Page 2 of 2 FirstFirst 12
Results 26 to 44 of 44

Thread: Gigs from below!

  1. #26
    Registered User
    Join Date
    Oct 2002
    Location
    North Carolina
    Posts
    198

    Default

    I got conned into doing this gig at a "yatch club" on the NC coast...I was promised good pay, a grand dinner including lobster, a private room for my wife and I with a waterbed and ocean-front view...

    The private room turned out to be sleeping bag on the floor of a 1960's era mobile home in a trailer park. The only view of the ocean was a picture on the wall---the same one that was on the family room wall of "The Jefferson's" TV show...

    Next day we get up to go to this "yatch club"...we drove for miles down parallel with the intra-coastal waterway. Right up to a BP Service Station-Convenient store there on the docks, for boats to come in and fill up with fuel and snacks. This was the "yatch club". Ashby Frank was playing mandolin that day, some of you may know who he is...

    We were all ticked off a little at the guitar player that got us this gig. Things were not happening the way they were explained or previously described. Our "lobster" dinner was grilled hamburgers ...then after about an hour, one real yatch did happen to come chugging up the waterway for a re-fuel...and every woman on it was topless and wearing a thong...
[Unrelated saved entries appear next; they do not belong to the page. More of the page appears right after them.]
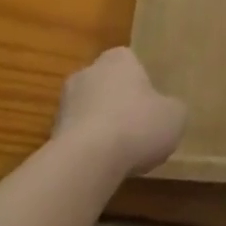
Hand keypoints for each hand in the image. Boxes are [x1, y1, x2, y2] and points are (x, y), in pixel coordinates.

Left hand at [52, 48, 185, 179]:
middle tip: (137, 129)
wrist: (88, 159)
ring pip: (89, 111)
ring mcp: (65, 101)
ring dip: (100, 127)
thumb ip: (171, 109)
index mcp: (119, 58)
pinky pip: (76, 137)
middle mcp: (89, 71)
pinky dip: (87, 148)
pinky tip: (101, 167)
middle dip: (118, 104)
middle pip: (107, 85)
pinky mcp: (51, 132)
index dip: (142, 85)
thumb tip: (167, 112)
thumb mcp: (175, 116)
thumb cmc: (138, 125)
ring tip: (119, 154)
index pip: (131, 63)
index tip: (151, 108)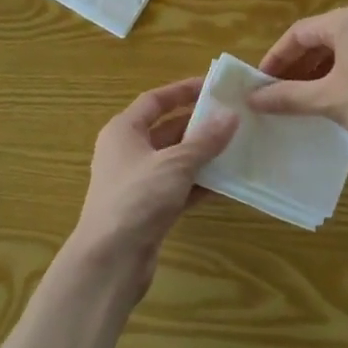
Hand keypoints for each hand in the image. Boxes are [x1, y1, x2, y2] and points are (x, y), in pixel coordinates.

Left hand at [66, 78, 237, 299]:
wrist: (110, 260)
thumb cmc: (136, 199)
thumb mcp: (175, 164)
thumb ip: (205, 140)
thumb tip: (231, 115)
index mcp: (123, 131)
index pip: (154, 101)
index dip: (182, 91)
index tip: (213, 86)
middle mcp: (127, 152)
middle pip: (166, 129)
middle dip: (198, 124)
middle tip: (233, 118)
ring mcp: (137, 183)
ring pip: (175, 160)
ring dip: (202, 155)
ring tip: (237, 146)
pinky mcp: (148, 210)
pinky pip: (178, 187)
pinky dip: (199, 183)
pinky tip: (227, 182)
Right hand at [248, 6, 347, 162]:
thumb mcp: (328, 100)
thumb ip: (287, 97)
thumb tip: (252, 98)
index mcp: (346, 21)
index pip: (298, 33)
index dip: (276, 58)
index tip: (261, 83)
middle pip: (321, 39)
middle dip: (297, 66)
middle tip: (279, 92)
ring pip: (343, 50)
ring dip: (319, 72)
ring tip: (305, 99)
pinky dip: (343, 74)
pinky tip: (339, 99)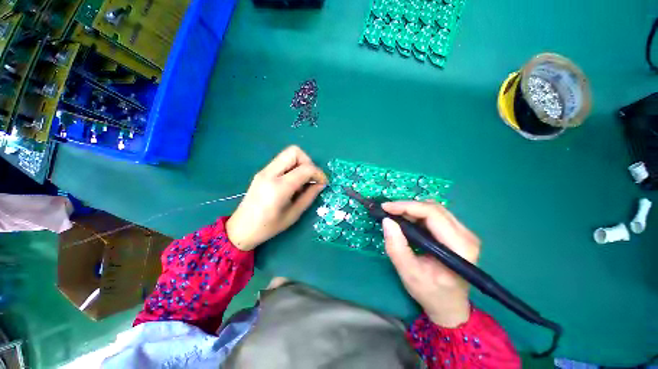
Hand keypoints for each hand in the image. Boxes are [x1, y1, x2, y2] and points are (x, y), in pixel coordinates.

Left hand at [226, 146, 326, 250]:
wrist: (241, 228)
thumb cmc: (269, 226)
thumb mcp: (294, 214)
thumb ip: (309, 196)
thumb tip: (320, 184)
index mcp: (279, 187)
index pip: (305, 168)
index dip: (318, 173)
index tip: (323, 183)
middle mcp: (270, 174)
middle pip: (294, 152)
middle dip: (308, 162)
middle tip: (311, 178)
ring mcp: (264, 171)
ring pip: (288, 154)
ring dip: (300, 164)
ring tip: (302, 181)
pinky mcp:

    Suddenly, this gig was not so bad after all...and the look on the then 12-year old Ashby, I'll never forget it...

    We made sure we got booked again for the following year.
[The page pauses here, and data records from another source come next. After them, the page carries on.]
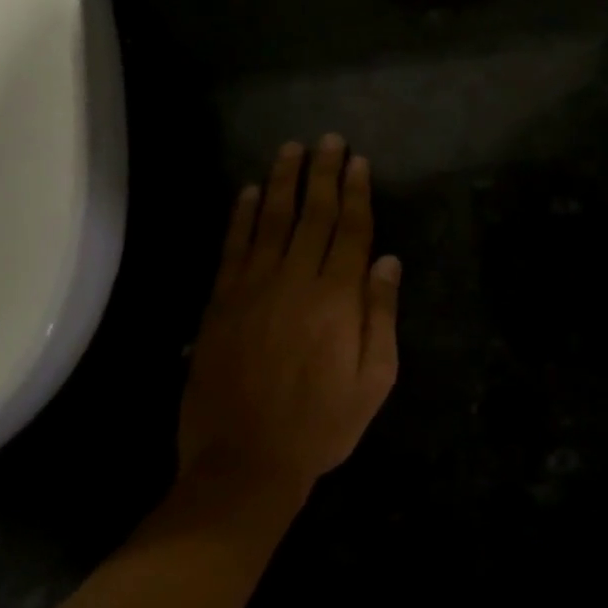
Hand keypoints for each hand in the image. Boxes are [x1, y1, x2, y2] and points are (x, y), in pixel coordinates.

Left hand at [178, 135, 401, 508]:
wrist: (242, 467)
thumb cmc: (322, 424)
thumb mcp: (374, 379)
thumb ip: (381, 314)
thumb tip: (387, 260)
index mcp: (337, 299)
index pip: (350, 230)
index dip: (356, 192)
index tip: (359, 161)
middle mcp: (295, 282)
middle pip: (313, 215)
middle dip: (323, 174)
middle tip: (328, 140)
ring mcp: (252, 290)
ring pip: (271, 222)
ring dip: (282, 182)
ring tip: (291, 150)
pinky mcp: (220, 305)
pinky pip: (232, 249)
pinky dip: (240, 217)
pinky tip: (248, 192)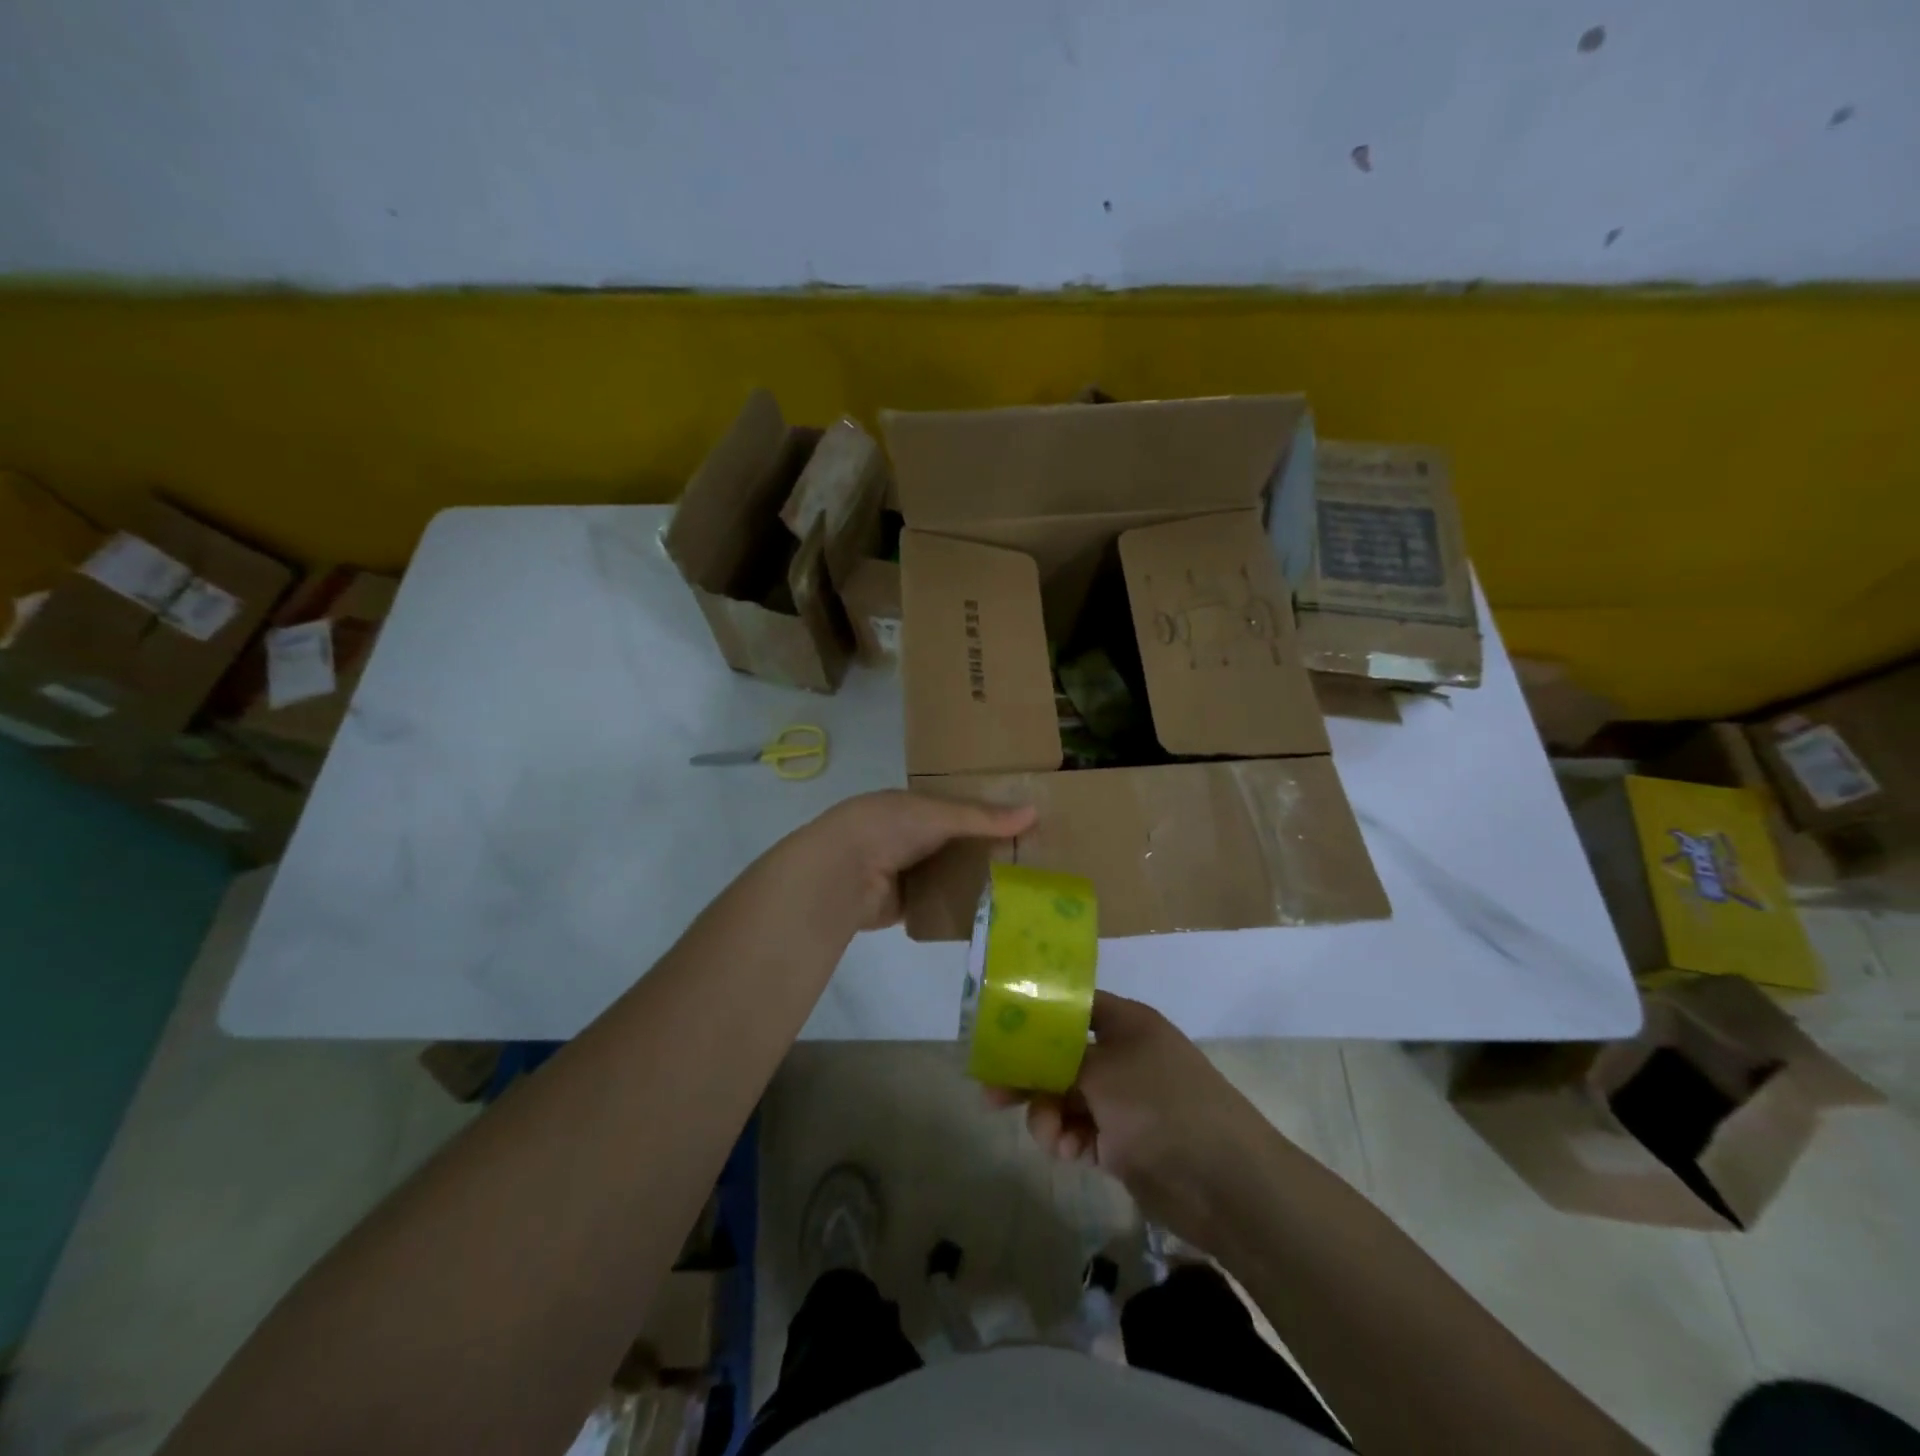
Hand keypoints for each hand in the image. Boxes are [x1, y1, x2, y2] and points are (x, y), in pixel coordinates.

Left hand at [797, 791, 1035, 931]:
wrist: (841, 873)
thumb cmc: (888, 827)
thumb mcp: (939, 813)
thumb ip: (983, 817)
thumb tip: (1035, 812)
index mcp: (913, 806)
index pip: (958, 808)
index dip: (988, 814)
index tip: (1025, 823)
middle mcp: (909, 837)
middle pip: (957, 844)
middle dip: (987, 850)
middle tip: (1033, 859)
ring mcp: (906, 872)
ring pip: (950, 875)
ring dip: (976, 880)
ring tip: (1022, 887)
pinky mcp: (905, 904)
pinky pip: (940, 904)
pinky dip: (960, 906)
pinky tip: (993, 911)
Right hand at [990, 991, 1275, 1243]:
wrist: (1224, 1182)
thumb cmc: (1161, 1105)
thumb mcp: (1101, 1070)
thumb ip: (1055, 1060)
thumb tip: (1023, 1053)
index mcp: (1125, 1023)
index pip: (1072, 1006)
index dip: (1036, 1016)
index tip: (999, 1031)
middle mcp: (1123, 1055)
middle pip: (1061, 1055)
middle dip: (1029, 1075)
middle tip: (991, 1093)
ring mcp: (1123, 1100)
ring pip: (1065, 1097)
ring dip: (1048, 1114)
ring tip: (1050, 1136)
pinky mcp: (1122, 1141)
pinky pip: (1080, 1131)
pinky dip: (1067, 1139)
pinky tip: (1066, 1152)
    Another time, back in the '70's, we were playing in Jonesboro, Arkansas. I was only 12, and like Ashby in the above story, I was the kid in the band. I happened to be playing b***o. I must have been coming along on it, I was paid AHEAD of time, before I even got it out of the case! The gig was a private party at a residence in a newer housing developement. As we played the first set complete with a primitive sound system (on loan from The Pickin' Post in downtown Jonesboro,) this City Of Jonesboro garbage truck kept lumbering up the road. It went by, LOUDLY, at least twice during our first set. After we took a break, I noticed some kids my age playing Evel Kneivel in the street on their bikes...they had a pretty high and well-made bike ramp and were lining up hotwheels cars in a row to see how many they could jump over. Come to find out, I knew two of the kids from school. One guy, Kevin Jones, happened to have a bag of Black Cat Bottle Rockets with him, a full gross (144)... Here comes that darn garbage truck slowly up the street again. Kevin said "Hey! Let's opening the whole thing (the bottle rockets) and line them up here on the ramp and attack that truck when it comes by!". So, as the truck went slowly around us, we laid out those rockets on the ramp... and as the truck pulled back in front of us, we lit every fuse with two butane lighters...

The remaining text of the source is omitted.